- Developers: Etan Shirron Dan Shirron
- Publishers: Superior Software, Acornsoft
- Platforms: Acorn Electron, BBC Micro
- Release: EU: 1987;
- Genre: Adventure
- Mode: Single-player

= Spellbinder (video game) =

1987 video game

Spellbinder is an adventure game, released for the BBC Micro and Acorn Electron in 1987.

== Plot ==
The player takes the role of a Magelord, named Eldon the Spellbinder. His task is to find the evil Magelord outcast Zorn, in the castle of Lorraine, and defeat him by use of the so-called Ultimate Spell.

== Gameplay ==
The game is pseudo-3D, allowing the player to move left, right, forwards and backwards in a room, though not up and down. It was presented in a monochrome format, with black and one other colour being used to draw the sprites and backdrops, although the colour varied from room to room, illustrating the environments. A large number of items could be examined for clues, or searched for possible items. The game was relatively open-ended for a game of the time, similar to Exile, allowing the player to move around a large section of the castle right from the start, and start to mix various spells. A few of these spells were listed in the manual, but most had to be discovered from in-game clues.

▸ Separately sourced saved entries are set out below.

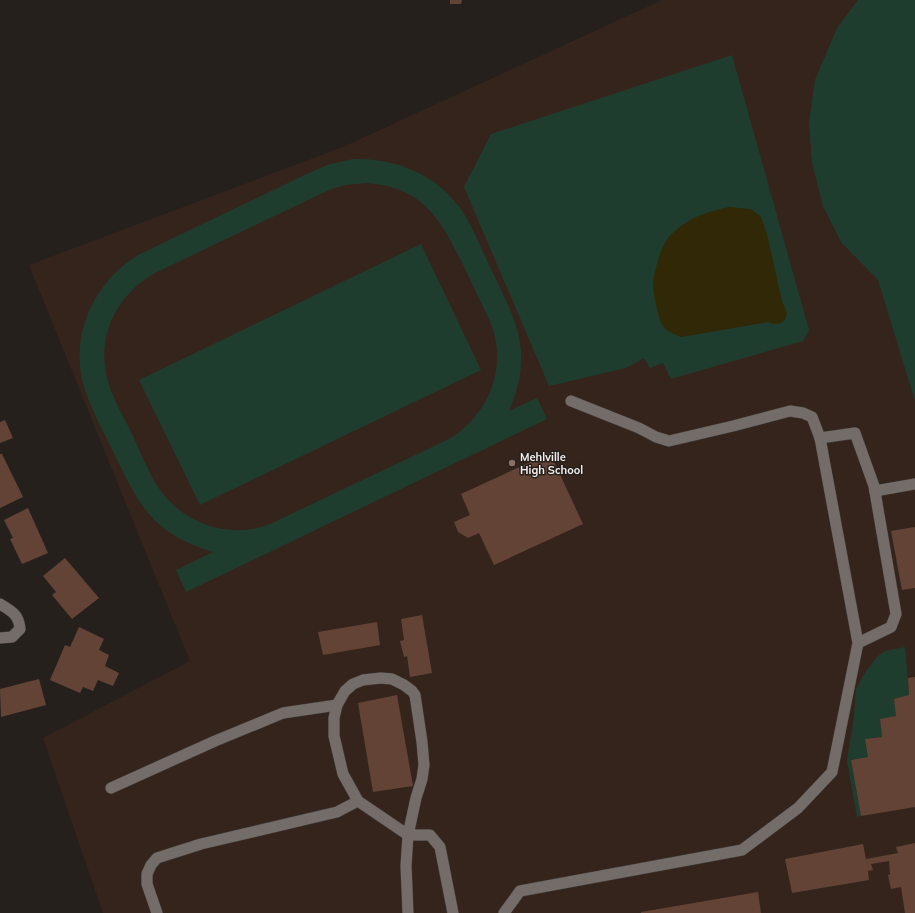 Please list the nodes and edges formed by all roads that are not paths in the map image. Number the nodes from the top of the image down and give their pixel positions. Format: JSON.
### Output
{"nodes":[{"id":1,"x":571,"y":401,"type":"dead end"},
{"id":2,"x":820,"y":438,"type":"junction"},
{"id":3,"x":915,"y":484,"type":"edge"},
{"id":4,"x":875,"y":491,"type":"junction"},
{"id":5,"x":0,"y":604,"type":"edge"},
{"id":6,"x":0,"y":638,"type":"edge"},
{"id":7,"x":858,"y":643,"type":"junction"},
{"id":8,"x":337,"y":706,"type":"junction"},
{"id":9,"x":111,"y":788,"type":"dead end"},
{"id":10,"x":358,"y":801,"type":"junction"},
{"id":11,"x":408,"y":835,"type":"junction"},
{"id":12,"x":157,"y":913,"type":"edge"},
{"id":13,"x":408,"y":913,"type":"edge"},
{"id":14,"x":453,"y":913,"type":"edge"},
{"id":15,"x":504,"y":913,"type":"edge"}],
"edges":[{"from":1,"to":2,"type":"street"},
{"from":2,"to":4,"type":"street"},
{"from":2,"to":7,"type":"street"},
{"from":3,"to":4,"type":"street"},
{"from":4,"to":7,"type":"street"},
{"from":5,"to":6,"type":"street"},
{"from":7,"to":15,"type":"street"},
{"from":8,"to":9,"type":"street"},
{"from":8,"to":10,"type":"street"},
{"from":8,"to":11,"type":"street"},
{"from":10,"to":11,"type":"street"},
{"from":10,"to":12,"type":"street"},
{"from":11,"to":13,"type":"street"},
{"from":11,"to":14,"type":"street"}]}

Unusually, for a BBC Micro game, it has continuous background music: a version of Midnight Summer Dream, the 1983 song from British rock group The Stranglers' album Feline.

== Development ==
The game was written by Dan and Etan Shirron, two teenagers from Israel. They were 14½ and 16 when they started coding the game in 1986. The equipment used to write it was a memory monitor chip, a monochrome 14" TV, a cassette tape recorder and their own BASIC-written graphic-design software. The game was originally named Magelords, later to be named Spellbinder by Superior Software marketing team.